Die tatsächlich bestehenden Unsicherheiten über die Dauer der Wartepflicht nach einem Unfall, bei dem der Geschädigte gar nicht vor Ort anwesend ist, könnte der Gesetzgeber schnell ausräumen, indem er die vorhandene Formulierung einer „nach den Umständen angemessenen Wartezeit“ genauer fasst wie zum Beispiel durch eine 30minütige Pflichtwartezeit. Auch die unselige Rechtsdiskussion zwischen den Obergerichten und den Kommentatoren des Straftatbestandes über den Schadensbetrag, ab dessen Höhe die Fahrerlaubnis entzogen werden muss, könnte durch einen Federstrich des Gesetzgebers beendet werden. Aber die Autofahrer kennen diese dogmatischen Feinheiten der Jurisprudenz ohnehin nicht. Sie als Argumente für eine Gesetzesreform vorzuschieben, ist merkwürdig.
Werden aktuell Unfallverursacher kriminalisiert?

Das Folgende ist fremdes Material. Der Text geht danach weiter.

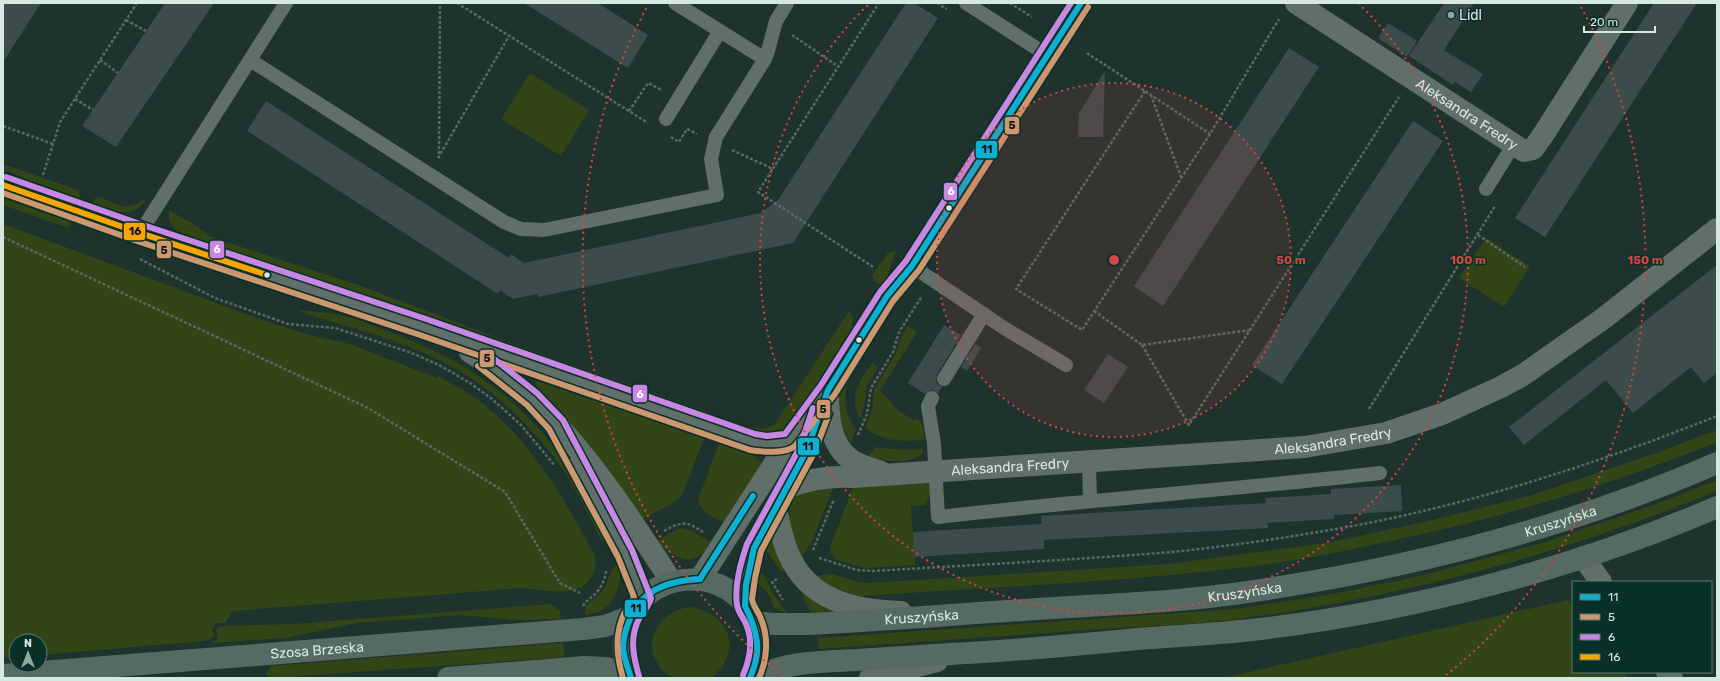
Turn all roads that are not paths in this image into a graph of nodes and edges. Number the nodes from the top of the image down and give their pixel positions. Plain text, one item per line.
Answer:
1 (286, 3) edge
2 (674, 3) edge
3 (787, 3) edge
4 (966, 3) edge
5 (1081, 3) edge
6 (1296, 3) edge
7 (1627, 3) edge
8 (720, 31) junction
9 (1048, 55) junction
10 (765, 59) junction
11 (250, 60) junction
12 (666, 119) dead end
13 (1514, 144) junction
14 (3, 185) edge
15 (1486, 189) dead end
16 (1717, 229) edge
17 (140, 233) junction
18 (912, 266) junction
19 (984, 314) junction
20 (423, 327) junction
21 (1066, 365) dead end
22 (944, 379) dead end
23 (828, 390) junction
24 (932, 398) dead end
25 (556, 424) junction
26 (789, 441) junction
27 (1089, 461) junction
28 (1717, 463) edge
29 (846, 467) junction
30 (934, 472) junction
31 (1380, 474) dead end
32 (787, 488) junction
33 (1090, 501) junction
34 (1717, 507) edge
35 (776, 508) junction
36 (1583, 557) junction
37 (700, 579) junction
38 (1599, 581) edge
39 (672, 582) junction
40 (643, 598) junction
41 (749, 614) junction
42 (960, 614) junction
43 (629, 617) junction
44 (975, 653) junction
45 (3, 676) edge
46 (77, 678) edge
47 (448, 678) edge
48 (630, 678) edge
49 (750, 678) edge
50 (756, 678) edge
51 (870, 678) edge

1 - 11 lane
2 - 8 lane
3 - 10 lane
4 - 9 lane
5 - 9 street
6 - 13 street, Aleksandra Fredry
7 - 13 street, Aleksandra Fredry
8 - 10 lane
8 - 12 lane
9 - 18 street
10 - 11 lane
11 - 17 lane
13 - 15 lane
14 - 17 street
16 - 27 street, Aleksandra Fredry
17 - 20 street
18 - 19 lane
18 - 23 street
19 - 21 lane
19 - 22 lane
20 - 25 street
20 - 26 street
23 - 26 street
23 - 29 street, Aleksandra Fredry
23 - 32 street
24 - 30 lane
25 - 39 street
25 - 40 street
26 - 37 street
27 - 30 street, Aleksandra Fredry
27 - 33 lane
28 - 42 main road, Kruszyńska
29 - 30 street, Aleksandra Fredry
29 - 32 street, Aleksandra Fredry
30 - 33 lane
31 - 33 lane
32 - 35 street
34 - 36 main road
35 - 41 street
35 - 42 street
36 - 38 street
36 - 44 main road
37 - 39 main road
37 - 41 main road
39 - 40 main road
40 - 43 main road
41 - 42 main road, Kruszyńska
41 - 49 main road
43 - 45 main road, Szosa Brzeska
43 - 48 main road
44 - 50 main road
44 - 51 street
45 - 46 main road, Szosa Brzeska
47 - 48 main road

Das nämlich behauptet das BMJ und will mit seinem Vorhaben, das ungewöhnlicherweise noch nicht einmal formal den ersten Schritt eines Gesetzgebungsverfahrens darstellt, besagter Kriminalisierung entgegenwirken. Aber eine solche „undifferenzierte Kriminalisierung“ gibt es aktuell gar nicht. Wohl aber gibt es seit Jahrzehnten einen Straftatbestand, der allerdings niemanden kriminalisiert, sondern ein vom Deutschen Bundestag mehrheitlich beschlossenes inkriminiertes Verhalten unter Strafe stellt – übrigens vom Bundesverfassungsgericht höchstrichterlich als verfassungsgemäße Regelung eingestuft und damit keineswegs irgendjemanden zu Unrecht „kriminalisierend“. Was soll also diese plakative Wortwahl?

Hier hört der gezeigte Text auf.